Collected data
[Start of Attachment]

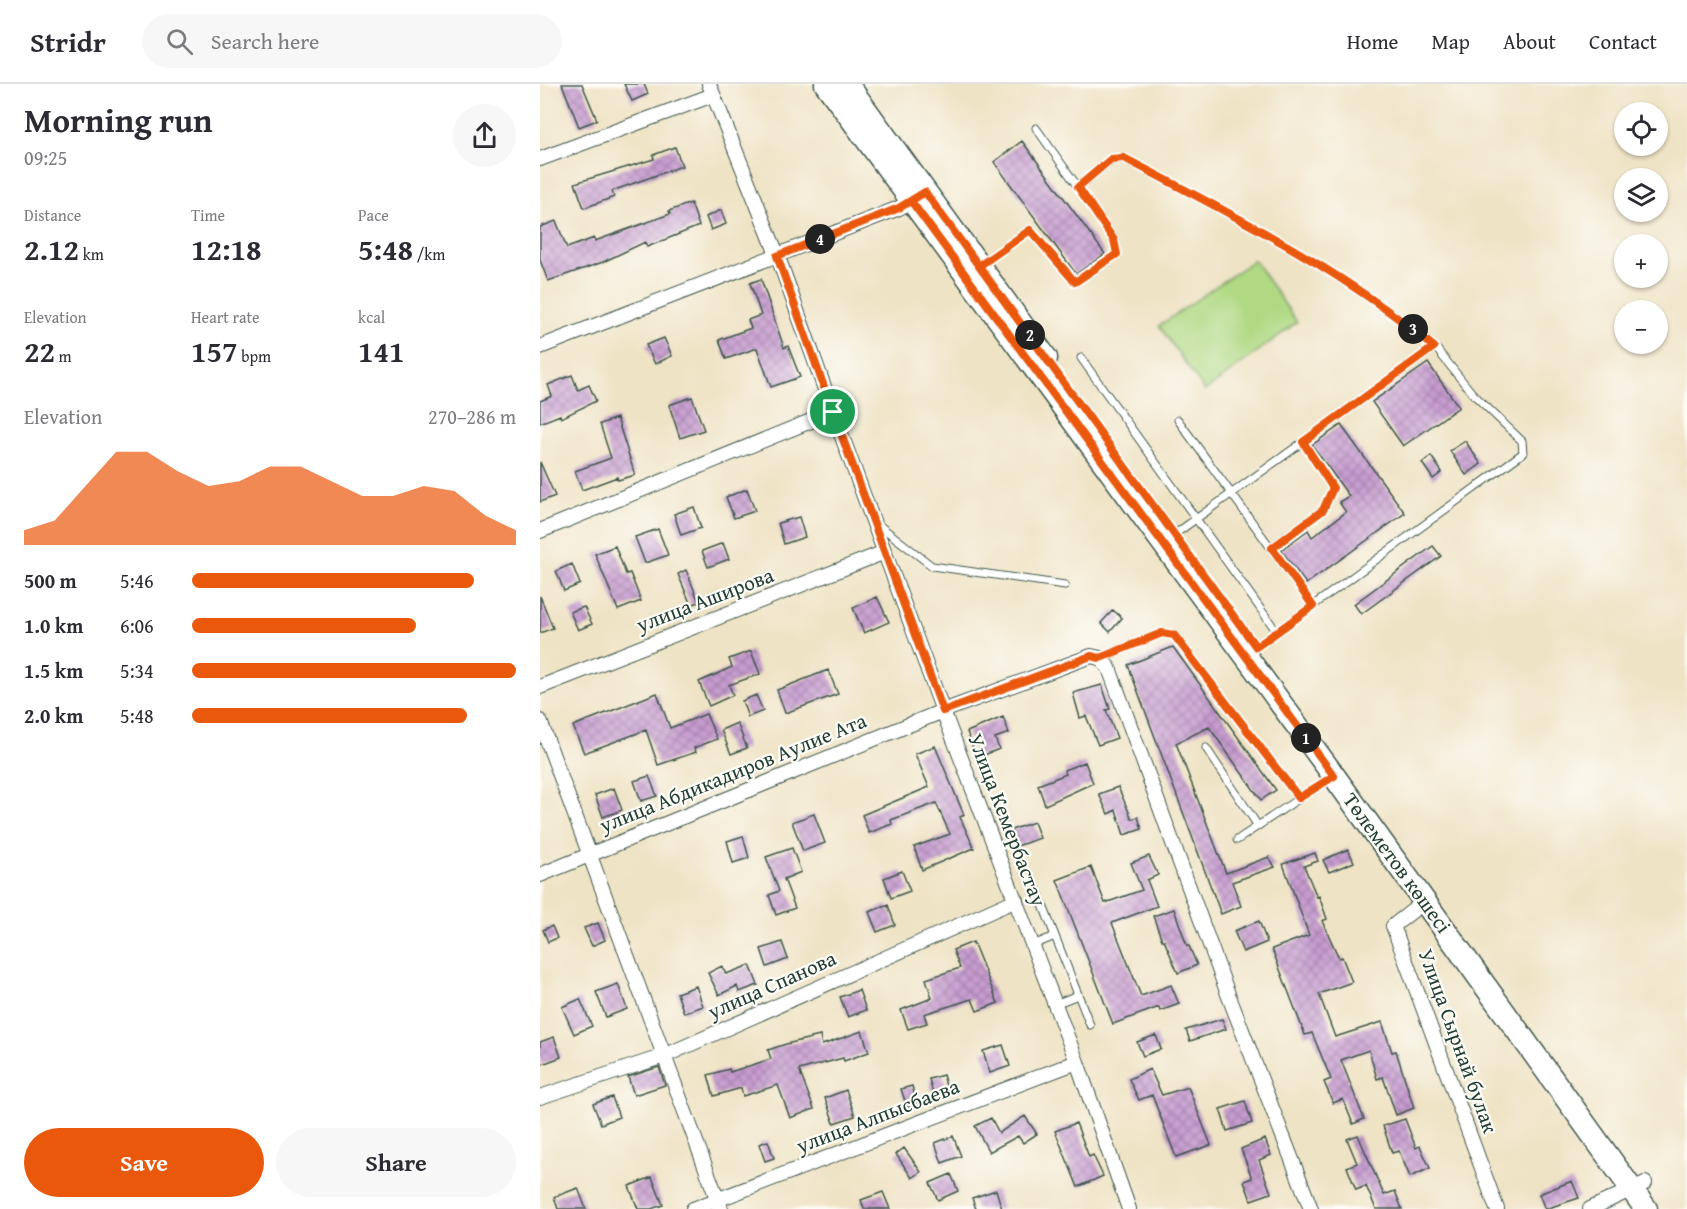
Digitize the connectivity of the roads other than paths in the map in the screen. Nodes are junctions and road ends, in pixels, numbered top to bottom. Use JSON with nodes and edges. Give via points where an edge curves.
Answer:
{"nodes":[{"id":1,"x":826,"y":84,"type":"edge"},
{"id":2,"x":847,"y":84,"type":"edge"},
{"id":3,"x":711,"y":89,"type":"edge"},
{"id":4,"x":1036,"y":128,"type":"dead end"},
{"id":5,"x":540,"y":159,"type":"edge"},
{"id":6,"x":1078,"y":187,"type":"junction"},
{"id":7,"x":918,"y":196,"type":"junction"},
{"id":8,"x":777,"y":256,"type":"junction"},
{"id":9,"x":979,"y":266,"type":"junction"},
{"id":10,"x":540,"y":347,"type":"edge"},
{"id":11,"x":1434,"y":347,"type":"junction"},
{"id":12,"x":1081,"y":358,"type":"dead end"},
{"id":13,"x":833,"y":412,"type":"junction"},
{"id":14,"x":1178,"y":420,"type":"dead end"},
{"id":15,"x":1303,"y":442,"type":"junction"},
{"id":16,"x":1233,"y":492,"type":"junction"},
{"id":17,"x":1197,"y":519,"type":"junction"},
{"id":18,"x":873,"y":520,"type":"junction"},
{"id":19,"x":540,"y":531,"type":"edge"},
{"id":20,"x":1174,"y":534,"type":"junction"},
{"id":21,"x":1272,"y":548,"type":"junction"},
{"id":22,"x":885,"y":552,"type":"junction"},
{"id":23,"x":1065,"y":585,"type":"dead end"},
{"id":24,"x":1313,"y":606,"type":"junction"},
{"id":25,"x":1277,"y":632,"type":"junction"},
{"id":26,"x":1256,"y":647,"type":"junction"},
{"id":27,"x":1100,"y":658,"type":"junction"},
{"id":28,"x":540,"y":687,"type":"edge"},
{"id":29,"x":943,"y":711,"type":"junction"},
{"id":30,"x":540,"y":721,"type":"edge"},
{"id":31,"x":1206,"y":748,"type":"dead end"},
{"id":32,"x":1334,"y":776,"type":"junction"},
{"id":33,"x":1299,"y":798,"type":"junction"},
{"id":34,"x":1258,"y":826,"type":"junction"},
{"id":35,"x":1237,"y":840,"type":"dead end"},
{"id":36,"x":589,"y":854,"type":"junction"},
{"id":37,"x":540,"y":875,"type":"edge"},
{"id":38,"x":1035,"y":885,"type":"dead end"},
{"id":39,"x":1016,"y":900,"type":"junction"},
{"id":40,"x":1425,"y":901,"type":"junction"},
{"id":41,"x":1055,"y":936,"type":"junction"},
{"id":42,"x":1033,"y":945,"type":"junction"},
{"id":43,"x":1078,"y":995,"type":"junction"},
{"id":44,"x":1055,"y":1004,"type":"junction"},
{"id":45,"x":1090,"y":1025,"type":"dead end"},
{"id":46,"x":663,"y":1056,"type":"junction"},
{"id":47,"x":1077,"y":1062,"type":"junction"},
{"id":48,"x":540,"y":1097,"type":"edge"},
{"id":49,"x":1639,"y":1187,"type":"junction"},
{"id":50,"x":719,"y":1205,"type":"edge"},
{"id":51,"x":693,"y":1209,"type":"edge"},
{"id":52,"x":1129,"y":1209,"type":"edge"},
{"id":53,"x":1311,"y":1209,"type":"edge"},
{"id":54,"x":1497,"y":1209,"type":"edge"},
{"id":55,"x":1590,"y":1209,"type":"edge"},
{"id":56,"x":1646,"y":1209,"type":"edge"},
{"id":57,"x":1664,"y":1209,"type":"edge"}],
"edges":[{"from":1,"to":7,"type":"main road","name":"Төлеметов көшесі"},
{"from":2,"to":7,"type":"main road","name":"Төлеметов көшесі"},
{"from":3,"to":5,"type":"street"},
{"from":3,"to":8,"type":"street","name":"Улица Кемербастау"},
{"from":4,"to":6,"type":"lane"},
{"from":6,"to":9,"type":"lane","via":[[1114,240],[1117,254],[1075,282],[1030,230]]},
{"from":6,"to":11,"type":"lane","via":[[1111,159],[1124,158],[1330,271]]},
{"from":7,"to":8,"type":"street"},
{"from":7,"to":9,"type":"main road","name":"Төлеметов көшесі"},
{"from":7,"to":32,"type":"main road","name":"Төлеметов көшесі"},
{"from":8,"to":10,"type":"street"},
{"from":8,"to":13,"type":"street","name":"Улица Кемербастау"},
{"from":9,"to":20,"type":"main road","name":"Төлеметов көшесі"},
{"from":11,"to":15,"type":"lane"},
{"from":11,"to":24,"type":"lane","via":[[1472,393],[1522,441],[1523,453]]},
{"from":12,"to":17,"type":"lane"},
{"from":13,"to":18,"type":"street","name":"Улица Кемербастау"},
{"from":13,"to":19,"type":"street"},
{"from":14,"to":16,"type":"lane"},
{"from":15,"to":16,"type":"lane"},
{"from":15,"to":21,"type":"lane","via":[[1333,488],[1323,510]]},
{"from":16,"to":17,"type":"lane"},
{"from":16,"to":21,"type":"lane"},
{"from":17,"to":20,"type":"lane"},
{"from":17,"to":25,"type":"lane"},
{"from":18,"to":22,"type":"street","name":"Улица Кемербастау"},
{"from":18,"to":23,"type":"lane","via":[[932,566]]},
{"from":20,"to":26,"type":"main road","name":"Төлеметов көшесі"},
{"from":21,"to":24,"type":"lane"},
{"from":22,"to":28,"type":"street","name":"улица Аширова"},
{"from":22,"to":29,"type":"street","name":"Улица Кемербастау"},
{"from":24,"to":25,"type":"lane"},
{"from":25,"to":26,"type":"lane"},
{"from":26,"to":49,"type":"main road","name":"Төлеметов көшесі"},
{"from":27,"to":29,"type":"street","name":"улица Абдикадиров Аулие Ата","via":[[1091,656]]},
{"from":27,"to":33,"type":"lane","via":[[1162,633],[1174,635]]},
{"from":27,"to":53,"type":"street","via":[[1109,669]]},
{"from":29,"to":36,"type":"street","name":"улица Абдикадиров Аулие Ата"},
{"from":29,"to":39,"type":"street","name":"Улица Кемербастау"},
{"from":30,"to":36,"type":"street"},
{"from":31,"to":34,"type":"lane"},
{"from":32,"to":33,"type":"lane"},
{"from":32,"to":40,"type":"main road","name":"Төлеметов көшесі"},
{"from":33,"to":34,"type":"lane"},
{"from":34,"to":35,"type":"lane"},
{"from":36,"to":37,"type":"street","name":"улица Абдикадиров Аулие Ата"},
{"from":36,"to":46,"type":"street"},
{"from":38,"to":41,"type":"lane"},
{"from":39,"to":42,"type":"street","name":"Улица Кемербастау"},
{"from":39,"to":46,"type":"street","name":"улица Спанова"},
{"from":40,"to":49,"type":"main road","name":"Төлеметов көшесі"},
{"from":40,"to":54,"type":"street","name":"Улица Сырнай булак","via":[[1393,926]]},
{"from":41,"to":42,"type":"lane"},
{"from":41,"to":43,"type":"lane"},
{"from":42,"to":44,"type":"street","name":"Улица Кемербастау"},
{"from":43,"to":44,"type":"lane"},
{"from":43,"to":45,"type":"lane"},
{"from":44,"to":47,"type":"street","name":"Улица Кемербастау"},
{"from":46,"to":48,"type":"street","name":"улица Спанова"},
{"from":46,"to":50,"type":"street"},
{"from":47,"to":50,"type":"street","name":"улица Алпысбаева"},
{"from":47,"to":52,"type":"street","name":"Улица Кемербастау"},
{"from":49,"to":55,"type":"street"},
{"from":49,"to":56,"type":"main road","name":"Төлеметов көшесі"},
{"from":49,"to":57,"type":"main road","name":"Төлеметов көшесі"},
{"from":50,"to":51,"type":"street","name":"улица Алпысбаева"}]}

[End of Attachment]

**What the exercise asks**. The lines to return are those in the entries above that include "Алпысбаева".

**Written solution**.
{"from":47,"to":50,"type":"street","name":"улица Алпысбаева"},
{"from":50,"to":51,"type":"street","name":"улица Алпысбаева"}]}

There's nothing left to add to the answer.